As for restrictions on US technology exports to China, those too are a pinprick. First, the US government has been selectively trying to contain exports of technology it sees as vital or sensitive for many years. Under Obama, chipmakers such as Intel and Nvidia were not allowed to sell certain types of chips with military, supercomputer, or security applications. More to the point, US technology companies don’t export that much to China. Even by a generous definition of technology that includes aircraft parts, US technology exports to China amounted to less than $30 billion in 2017, out of total trade with China in goods and services in excess of $700 billion.
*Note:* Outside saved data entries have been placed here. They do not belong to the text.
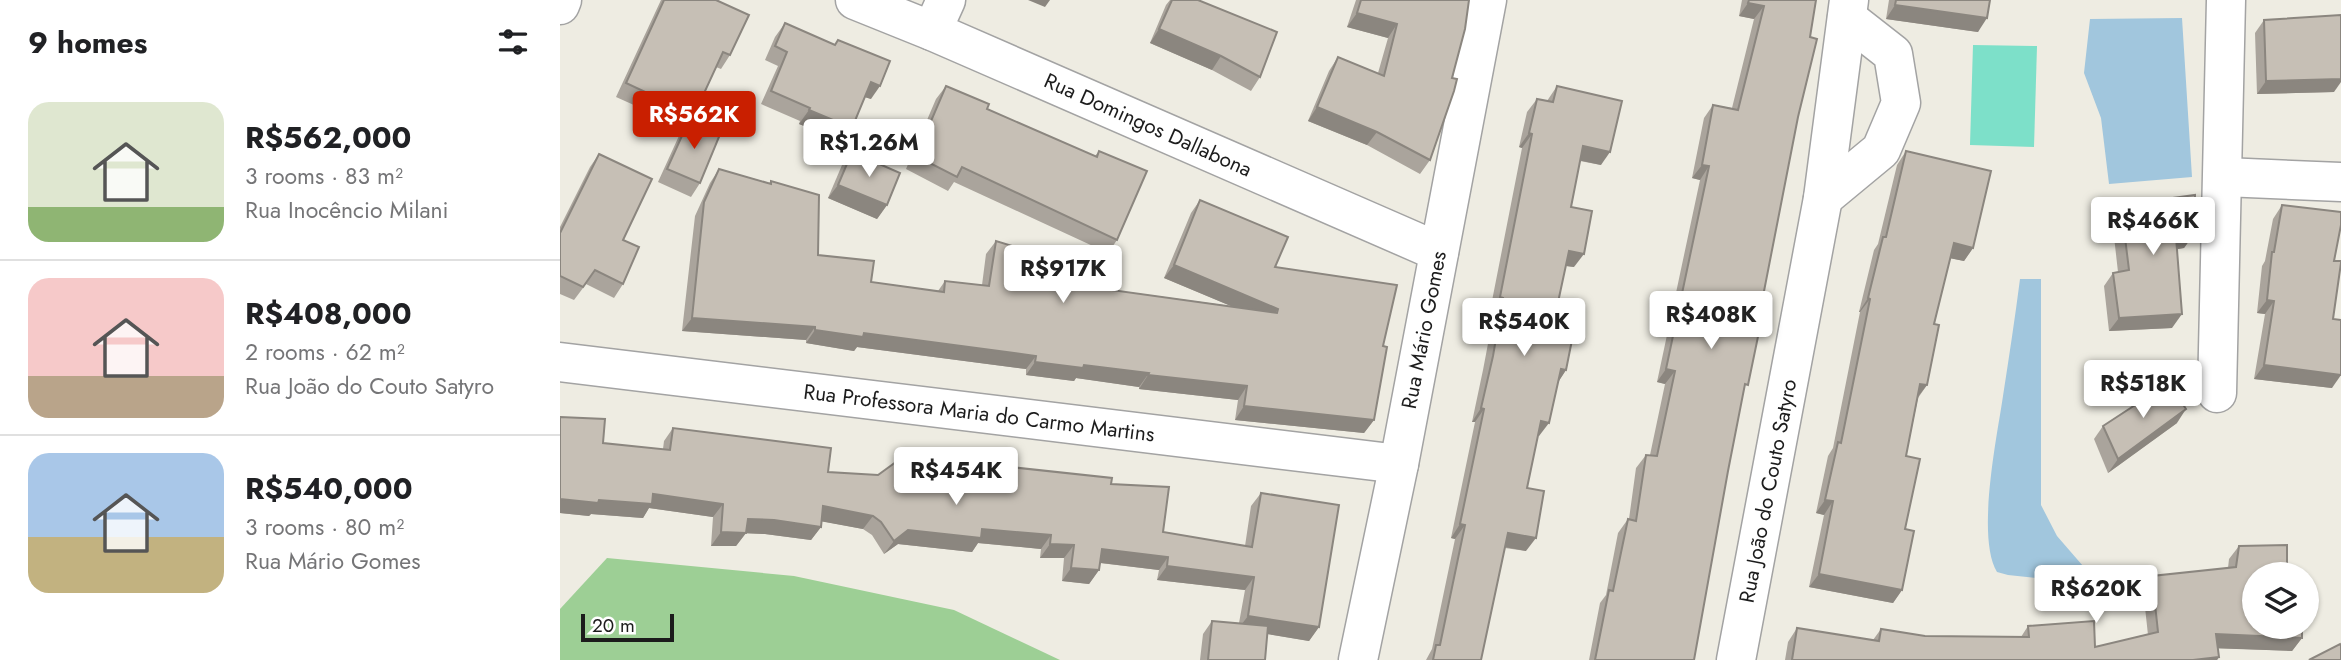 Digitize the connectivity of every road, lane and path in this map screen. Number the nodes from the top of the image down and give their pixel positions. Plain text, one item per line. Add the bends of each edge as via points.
1 (855, 0) edge
2 (1487, 0) edge
3 (2226, 0) edge
4 (1848, 9) edge
5 (939, 15) edge
6 (2224, 177) junction
7 (2341, 181) edge
8 (1822, 198) junction
9 (1440, 252) junction
10 (560, 362) edge
11 (2217, 393) dead end
12 (1399, 464) junction
13 (1358, 660) edge
14 (1736, 660) edge

1 - 5 street, Rua Domingos Dallabona
2 - 9 street, Rua Mário Gomes
3 - 6 street
4 - 8 street, Rua João do Couto Satyro
4 - 8 street, Rua João do Couto Satyro via 1893,54 1901,103 1881,150
5 - 9 street, Rua Domingos Dallabona
6 - 7 street
6 - 11 street
8 - 14 street, Rua João do Couto Satyro
9 - 12 street, Rua Mário Gomes
10 - 12 street, Rua Professora Maria do Carmo Martins
12 - 13 street, Rua Mário Gomes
Most of what US tech companies sell to China does not show up as US exports because the products aren’t made in the United States. Hence an iPhone, which is nominally an American product that sells well in China, isn’t actually an American export to China because the phones are mostly assembled in … China.
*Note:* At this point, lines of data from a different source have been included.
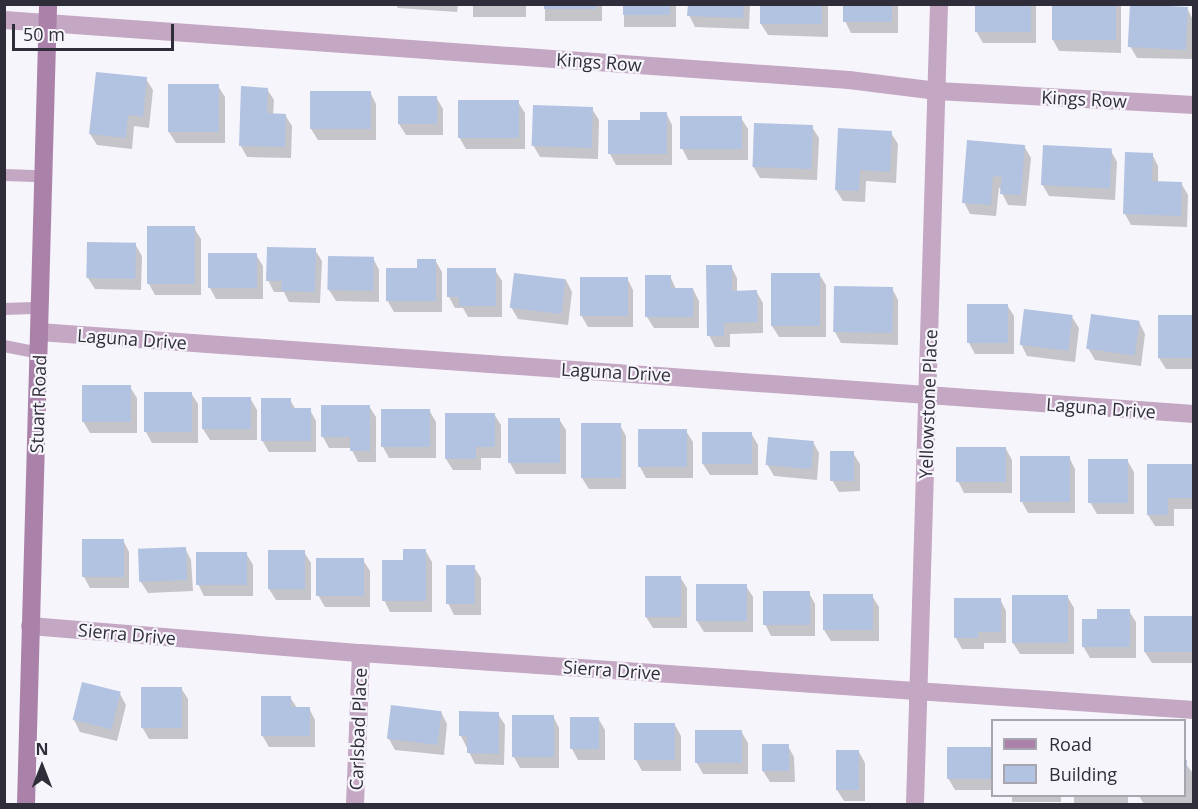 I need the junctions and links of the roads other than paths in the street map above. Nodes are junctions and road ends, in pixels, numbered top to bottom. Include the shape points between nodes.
1 (939, 4) edge
2 (48, 13) edge
3 (4, 20) edge
4 (937, 91) junction
5 (1194, 105) edge
6 (4, 175) edge
7 (41, 176) junction
8 (40, 308) junction
9 (4, 309) edge
10 (39, 332) junction
11 (4, 346) edge
12 (40, 353) junction
13 (928, 398) junction
14 (1194, 414) edge
15 (30, 626) junction
16 (361, 653) junction
17 (918, 693) junction
18 (1194, 710) edge
19 (26, 804) edge
20 (355, 804) edge
21 (915, 804) edge

1 - 4 street, Yellowstone Place
2 - 3 street, Kings Row
2 - 4 street, Kings Row via 849,80
2 - 7 street, Stuart Road
4 - 5 street, Kings Row
4 - 13 street, Yellowstone Place
6 - 7 lane
7 - 8 street, Stuart Road
8 - 9 lane
8 - 10 street, Stuart Road
10 - 12 street, Stuart Road
10 - 13 street, Laguna Drive via 679,376
11 - 12 lane
12 - 15 street, Stuart Road
13 - 14 street, Laguna Drive
13 - 17 street, Yellowstone Place
15 - 16 street, Sierra Drive
15 - 19 street, Stuart Road
16 - 17 street, Sierra Drive
16 - 20 street, Carlsbad Place
17 - 18 street, Sierra Drive
17 - 21 street, Yellowstone Place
As a result, restricting what American tech companies can sell to China doesn’t ultimately prevent many of those companies from selling to China, because of their global supply chains. In addition, there’s a good chance the restrictions would lead to unintended consequences: Faced with uncertain crackdowns on their exports from the US, American tech companies could shift more production overseas, rather than risk restrictions on their outbound American-made goods.

So here, as elsewhere, we have what appears to be forceful action designed to punish China and “restore” American competitiveness. The actual dollar amounts, however, are tiny, and the number of companies that will be meaningfully impacted is small. China is spending heavily on AI research, as well as on cybersecurity and robotics. Preventing Chinese companies from investing a few million here and there on American startups might make it harder for said startups to raise money, but it changes the competitive balance going forward hardly at all.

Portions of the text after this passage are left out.